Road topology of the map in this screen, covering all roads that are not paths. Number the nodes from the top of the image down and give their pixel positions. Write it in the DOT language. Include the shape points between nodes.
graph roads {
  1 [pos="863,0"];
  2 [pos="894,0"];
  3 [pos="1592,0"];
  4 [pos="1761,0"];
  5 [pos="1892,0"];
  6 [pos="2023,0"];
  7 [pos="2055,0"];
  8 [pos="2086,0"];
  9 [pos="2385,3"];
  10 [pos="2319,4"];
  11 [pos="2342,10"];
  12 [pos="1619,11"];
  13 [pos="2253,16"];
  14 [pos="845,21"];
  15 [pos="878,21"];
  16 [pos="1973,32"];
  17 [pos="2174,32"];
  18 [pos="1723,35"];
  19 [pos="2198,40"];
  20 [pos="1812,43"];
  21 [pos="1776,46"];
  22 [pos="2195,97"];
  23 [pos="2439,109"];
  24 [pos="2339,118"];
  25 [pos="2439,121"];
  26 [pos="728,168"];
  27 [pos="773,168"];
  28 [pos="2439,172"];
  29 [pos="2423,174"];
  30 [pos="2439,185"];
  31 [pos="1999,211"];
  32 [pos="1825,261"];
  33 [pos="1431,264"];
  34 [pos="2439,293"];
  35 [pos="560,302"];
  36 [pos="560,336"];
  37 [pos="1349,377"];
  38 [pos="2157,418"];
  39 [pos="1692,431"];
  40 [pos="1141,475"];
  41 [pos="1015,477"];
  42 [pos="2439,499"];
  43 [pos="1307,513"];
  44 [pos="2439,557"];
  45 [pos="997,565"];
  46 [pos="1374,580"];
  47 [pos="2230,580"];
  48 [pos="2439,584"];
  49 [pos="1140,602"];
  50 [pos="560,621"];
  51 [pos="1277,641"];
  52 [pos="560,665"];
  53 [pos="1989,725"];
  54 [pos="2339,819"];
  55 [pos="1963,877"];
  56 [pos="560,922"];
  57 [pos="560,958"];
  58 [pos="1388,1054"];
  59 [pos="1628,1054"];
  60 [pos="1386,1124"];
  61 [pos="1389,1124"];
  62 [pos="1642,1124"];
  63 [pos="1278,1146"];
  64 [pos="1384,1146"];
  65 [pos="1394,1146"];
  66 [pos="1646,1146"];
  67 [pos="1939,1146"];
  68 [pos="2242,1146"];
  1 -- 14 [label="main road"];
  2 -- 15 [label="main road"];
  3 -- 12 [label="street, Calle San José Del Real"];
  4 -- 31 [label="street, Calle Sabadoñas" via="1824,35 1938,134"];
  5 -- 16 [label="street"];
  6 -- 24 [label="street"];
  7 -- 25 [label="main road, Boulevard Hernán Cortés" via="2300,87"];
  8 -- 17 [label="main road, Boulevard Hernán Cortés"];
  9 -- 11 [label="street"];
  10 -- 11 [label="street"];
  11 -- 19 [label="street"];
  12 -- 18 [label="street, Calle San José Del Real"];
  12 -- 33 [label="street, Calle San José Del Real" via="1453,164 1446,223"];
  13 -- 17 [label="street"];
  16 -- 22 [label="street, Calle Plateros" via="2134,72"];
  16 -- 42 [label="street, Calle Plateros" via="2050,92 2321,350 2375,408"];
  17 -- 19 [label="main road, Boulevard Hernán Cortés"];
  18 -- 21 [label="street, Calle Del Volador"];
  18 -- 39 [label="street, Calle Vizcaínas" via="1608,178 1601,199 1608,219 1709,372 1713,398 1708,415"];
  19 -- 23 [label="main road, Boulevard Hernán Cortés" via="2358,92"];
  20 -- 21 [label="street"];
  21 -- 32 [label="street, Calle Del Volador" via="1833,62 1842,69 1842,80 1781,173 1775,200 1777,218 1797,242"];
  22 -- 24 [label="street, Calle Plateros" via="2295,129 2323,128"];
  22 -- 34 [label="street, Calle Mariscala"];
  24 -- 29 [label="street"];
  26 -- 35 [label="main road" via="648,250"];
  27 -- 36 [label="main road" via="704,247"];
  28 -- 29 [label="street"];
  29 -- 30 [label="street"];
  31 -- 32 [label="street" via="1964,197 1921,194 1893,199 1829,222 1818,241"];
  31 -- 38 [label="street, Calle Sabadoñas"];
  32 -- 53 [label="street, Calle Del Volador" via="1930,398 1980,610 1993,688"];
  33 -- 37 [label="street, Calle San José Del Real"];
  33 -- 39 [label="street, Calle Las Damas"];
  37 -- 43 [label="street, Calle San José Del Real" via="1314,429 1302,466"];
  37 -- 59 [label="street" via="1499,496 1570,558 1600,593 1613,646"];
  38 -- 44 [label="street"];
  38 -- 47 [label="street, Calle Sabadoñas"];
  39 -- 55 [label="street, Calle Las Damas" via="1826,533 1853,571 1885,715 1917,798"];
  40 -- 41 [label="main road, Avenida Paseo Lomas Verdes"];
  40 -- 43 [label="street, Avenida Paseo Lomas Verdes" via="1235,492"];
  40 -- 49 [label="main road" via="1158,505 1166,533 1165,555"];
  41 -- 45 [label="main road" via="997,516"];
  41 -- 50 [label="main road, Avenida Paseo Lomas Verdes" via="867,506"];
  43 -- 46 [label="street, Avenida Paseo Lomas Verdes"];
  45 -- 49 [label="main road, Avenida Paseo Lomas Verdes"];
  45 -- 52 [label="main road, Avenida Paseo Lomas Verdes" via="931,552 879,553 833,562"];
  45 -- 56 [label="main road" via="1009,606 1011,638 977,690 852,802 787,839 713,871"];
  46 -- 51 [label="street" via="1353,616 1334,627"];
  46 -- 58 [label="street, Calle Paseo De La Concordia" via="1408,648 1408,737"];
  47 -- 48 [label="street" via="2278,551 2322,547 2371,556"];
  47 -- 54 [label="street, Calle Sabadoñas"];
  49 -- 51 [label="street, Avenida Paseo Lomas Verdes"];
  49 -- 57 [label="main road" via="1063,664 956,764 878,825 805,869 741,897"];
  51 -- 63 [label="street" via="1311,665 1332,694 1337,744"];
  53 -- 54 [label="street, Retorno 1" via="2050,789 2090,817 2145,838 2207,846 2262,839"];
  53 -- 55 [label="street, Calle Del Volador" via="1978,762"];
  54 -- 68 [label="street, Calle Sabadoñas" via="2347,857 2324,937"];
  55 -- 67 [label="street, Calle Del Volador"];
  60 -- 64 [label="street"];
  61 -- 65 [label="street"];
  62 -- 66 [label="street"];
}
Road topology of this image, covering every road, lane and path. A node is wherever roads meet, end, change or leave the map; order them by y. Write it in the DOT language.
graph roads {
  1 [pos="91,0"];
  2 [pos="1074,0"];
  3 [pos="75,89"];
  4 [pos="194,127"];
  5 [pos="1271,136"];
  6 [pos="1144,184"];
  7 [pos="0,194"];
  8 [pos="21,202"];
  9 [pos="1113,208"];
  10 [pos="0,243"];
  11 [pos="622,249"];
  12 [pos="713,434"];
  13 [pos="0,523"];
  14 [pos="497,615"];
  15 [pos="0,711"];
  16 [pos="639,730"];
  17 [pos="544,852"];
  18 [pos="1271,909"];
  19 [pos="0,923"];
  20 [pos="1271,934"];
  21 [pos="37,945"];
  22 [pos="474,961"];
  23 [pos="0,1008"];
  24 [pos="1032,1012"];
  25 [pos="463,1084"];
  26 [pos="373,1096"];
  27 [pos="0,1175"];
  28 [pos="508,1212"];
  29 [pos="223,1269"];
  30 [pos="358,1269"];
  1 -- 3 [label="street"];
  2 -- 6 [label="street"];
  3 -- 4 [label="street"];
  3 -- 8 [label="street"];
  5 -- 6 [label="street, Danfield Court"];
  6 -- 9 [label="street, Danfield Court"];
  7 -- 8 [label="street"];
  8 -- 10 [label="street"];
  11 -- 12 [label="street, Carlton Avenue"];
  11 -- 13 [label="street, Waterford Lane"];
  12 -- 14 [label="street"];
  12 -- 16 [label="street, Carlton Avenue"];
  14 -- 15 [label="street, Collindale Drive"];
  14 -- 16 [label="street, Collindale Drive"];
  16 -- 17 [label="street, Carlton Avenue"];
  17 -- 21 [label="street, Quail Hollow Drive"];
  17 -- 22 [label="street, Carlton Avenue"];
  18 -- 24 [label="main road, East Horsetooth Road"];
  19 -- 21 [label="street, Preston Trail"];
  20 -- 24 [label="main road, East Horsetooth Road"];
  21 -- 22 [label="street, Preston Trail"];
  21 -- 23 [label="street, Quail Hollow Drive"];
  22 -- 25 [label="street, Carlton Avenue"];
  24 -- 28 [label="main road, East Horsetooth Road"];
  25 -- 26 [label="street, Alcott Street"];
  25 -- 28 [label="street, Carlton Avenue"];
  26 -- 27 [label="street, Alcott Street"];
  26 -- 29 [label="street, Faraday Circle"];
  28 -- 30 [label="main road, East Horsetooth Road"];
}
#####
From the data above, how many lines contain the word "Trail"? Give the number alone.

2